Particularmente, penso ser, esta época, de suma importância para a melhoria do comportamento humano. É tempo de rever as verdadeiras definições do que chamamos de “valores” . Dentro desta linha de raciocínio, tenho defendido o quão é importante pensarmos no significado dos princípios, não só os inatos, mas, e principalmente, aqueles que vamos aprendendo no caminhar da vida.

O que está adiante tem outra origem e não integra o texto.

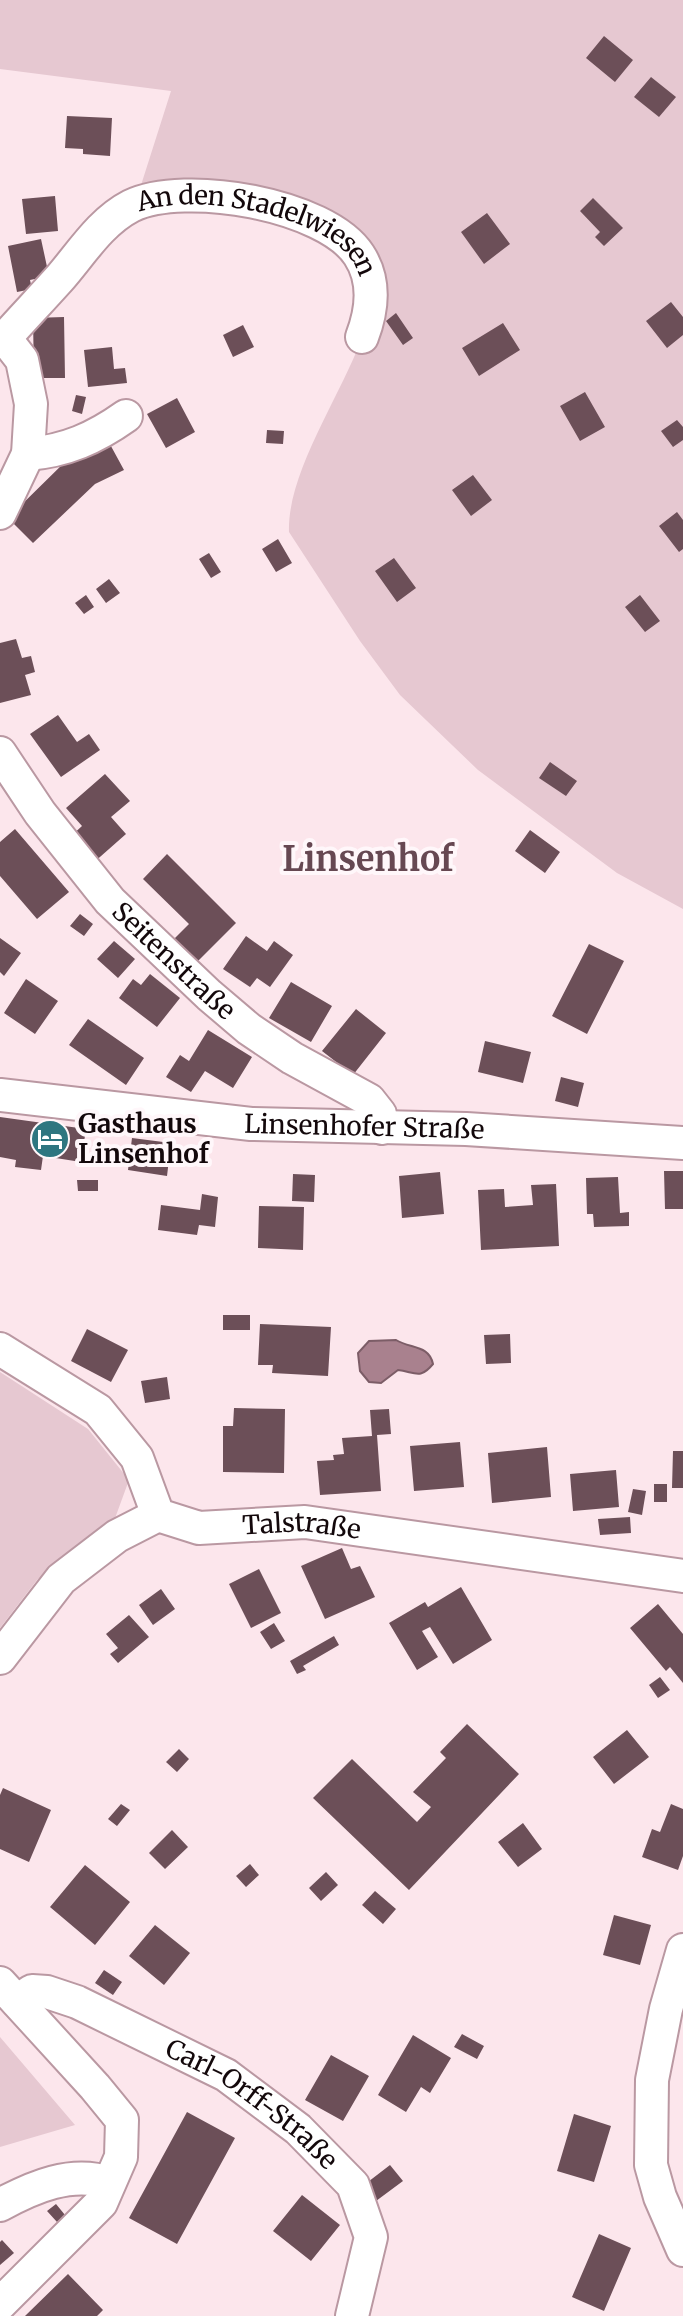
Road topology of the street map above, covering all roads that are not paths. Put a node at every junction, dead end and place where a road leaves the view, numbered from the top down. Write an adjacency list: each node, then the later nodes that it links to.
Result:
1 (362, 337): 2 (street, An den Stadelwiesen)
2 (2, 338): 4 (street)
3 (126, 416): 4 (street)
4 (28, 454): 5 (street)
5 (0, 513)
6 (0, 753): 8 (street, Seitenstraße)
7 (0, 1095): 8 (street, Linsenhofer Straße)
8 (382, 1128): 9 (street, Linsenhofer Straße)
9 (683, 1143)
10 (0, 1349): 11 (street)
11 (158, 1515): 12 (street, Talstraße); 13 (street)
12 (683, 1576)
13 (0, 1658)
14 (683, 1950): 18 (street)
15 (8, 1992): 16 (street); 20 (street, Carl-Orff-Straße)
16 (109, 2183): 17 (street); 19 (street)
17 (0, 2205)
18 (683, 2250)
19 (0, 2304)
20 (352, 2316)

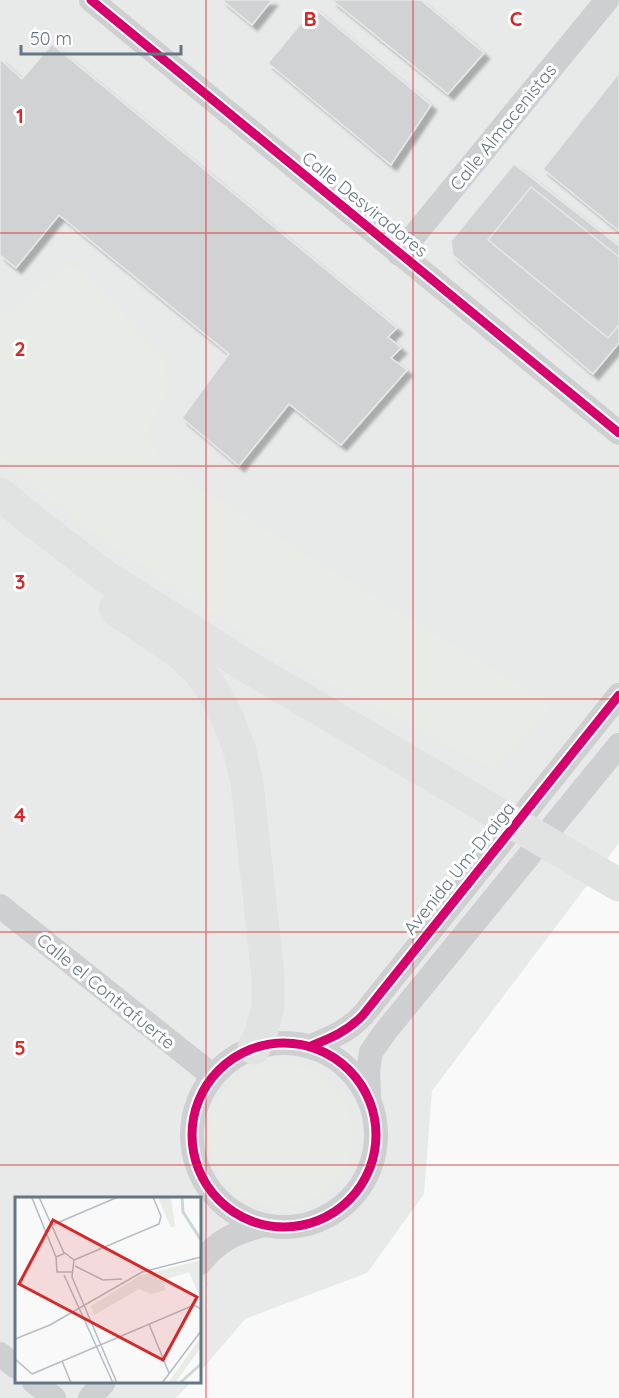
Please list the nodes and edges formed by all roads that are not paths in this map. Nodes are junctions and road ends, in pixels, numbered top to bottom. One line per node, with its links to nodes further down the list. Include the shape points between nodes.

Quem de nós, nos dias atuais, consegue jogar um papel na rua? Atirar uma latinha, de cerveja ou refrigerante, pela janela do carro? Fumar em qualquer lugar? Ficar indiferente ante uma injustiça a um idoso na rua ou diante de tantas outras situações que eram consideradas comuns no passado e que agora são repudiadas?

A isto dá-se o nome de princípios; eles são os nascedouros dos “valores”.

Neste contexto, precisamos rever e aprender, para que os valores se tornem cotidianos na convivência humana, a necessária inflexibilidade de princípios.

Temos que nos habituar a tratar com presteza e boa vontade as pessoas, a ser mais solidários, a ser melhores membros familiares, a ser mais profissionais, tudo por princípios. É exatamente neste momento que surgem os valores humanos.

O que significa chegar em casa cansado por mais um dia de trabalho duro e encontrar na mesa uma torrada queimada ou um leite frio, diante da boa vontade da pessoa que preparou ou, pelo menos, lembrou que chegaríamos ao fim de um dia com fome e, mesmo ela também cansada, preparou a torrada e o leite para nós? Será que não seria uma questão de princípios esquecermos os defeitos e lembrarmos mais das virtudes dos que nos cercam?

O que custa a alguém que ama dar um bom dia diferente e inesperado, surpreendendo quem o ouve?

O que custa secundarizar o smartphone e priorizar nossos ouvidos, olhos e o sentir, em prol de alguém que precisa de atenção?

O que custa dar a vez na fila? O que custa dar passagem no trânsito a alguém que está mais apressado ?

O que custa oferecer um café ou uma água a um colega durante o trabalho?

O que custa receber um panfleto publicitário em um sinal de trânsito?

O que custa abalizar bem as palavras que saem de nossa boca e podem machucar alguém?

O que custa aproveitar as pessoas, enquanto vivas, para dizer o que sentimos por elas?

Enfim, o que custa rever e aprender os princípios que podem mudar a nossa vida e a vida das pessoas?

Esse fim de ano pode ser diferente como nunca o foi. Você pode fazê-lo e vivê-lo de forma totalmente incomum, desde que aja também de forma incomum.

Aproveite e passe essa ideia a frente, plante essa semente, e, assim, talvez o aniversariante do dia 25 de dezembro tenha um dia como nunca o teve e você terá sido o responsável por isto.

Pense nisso e tenha um Natal cheio de alegria, paz, saúde e Deus.